◆ The task ◆
Could you retype, exactly and with no pictures, only the lines from the first line of the records below through the line that contains "middle pip: (433, 325)"?

*** Dataset entries Section Begins ***

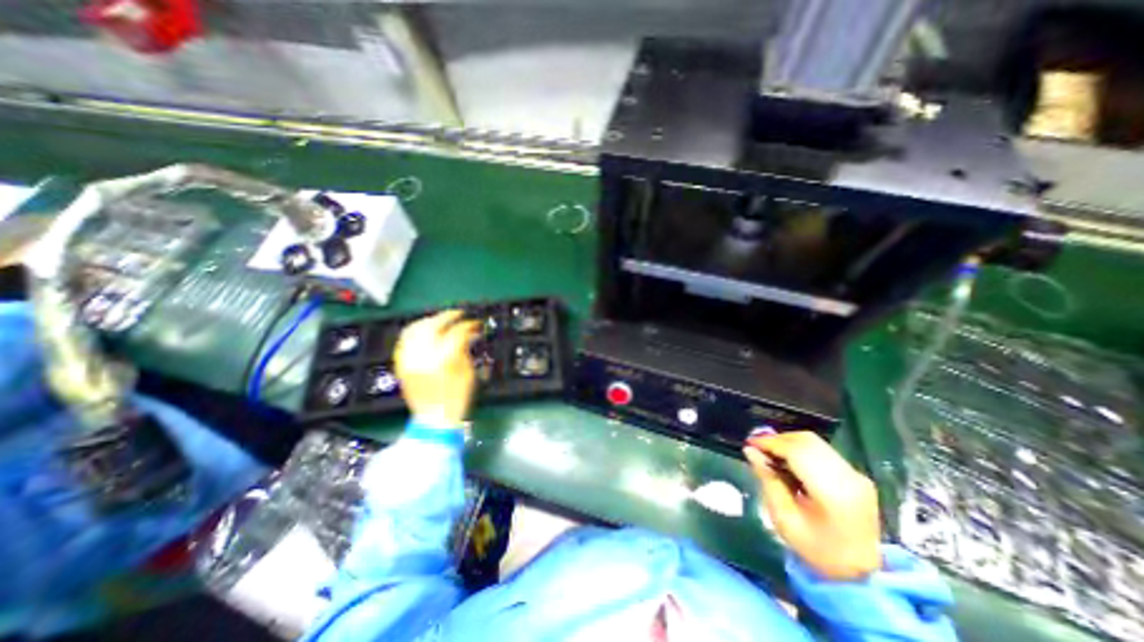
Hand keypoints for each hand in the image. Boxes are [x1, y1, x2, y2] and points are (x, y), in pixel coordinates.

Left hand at [396, 309, 479, 426]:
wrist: (434, 419)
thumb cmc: (456, 398)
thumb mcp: (468, 373)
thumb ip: (466, 349)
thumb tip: (469, 333)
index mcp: (443, 361)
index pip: (456, 333)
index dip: (468, 325)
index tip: (475, 324)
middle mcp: (422, 356)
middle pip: (433, 325)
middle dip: (448, 316)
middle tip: (459, 315)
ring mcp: (408, 359)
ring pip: (416, 329)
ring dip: (430, 320)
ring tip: (442, 320)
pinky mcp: (401, 364)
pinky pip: (404, 340)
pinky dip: (416, 331)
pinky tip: (426, 330)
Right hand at [744, 431, 883, 582]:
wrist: (862, 574)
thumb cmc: (817, 550)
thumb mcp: (784, 519)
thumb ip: (768, 480)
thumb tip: (750, 451)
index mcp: (834, 493)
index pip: (797, 451)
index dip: (770, 442)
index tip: (749, 443)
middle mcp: (849, 477)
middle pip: (806, 441)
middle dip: (777, 439)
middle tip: (757, 447)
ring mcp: (856, 475)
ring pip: (814, 442)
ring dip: (788, 442)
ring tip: (769, 453)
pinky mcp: (856, 475)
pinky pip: (822, 450)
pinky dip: (799, 449)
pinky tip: (787, 460)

*** Dataset entries Section Ends ***

◆ Exercise result ◆
Hand keypoints for each hand in the image. Boxes are [x1, y1, x2, y2] and points are (x, y), in pixel coordinates.

Left hand at [396, 309, 479, 426]:
wrist: (434, 419)
thumb cmc: (456, 398)
thumb mcp: (468, 373)
thumb ip: (466, 349)
thumb tip: (469, 333)
index mcp: (443, 361)
index pip: (456, 333)
index dip: (468, 325)
index tip: (475, 324)
middle mcp: (422, 356)
middle pip: (433, 325)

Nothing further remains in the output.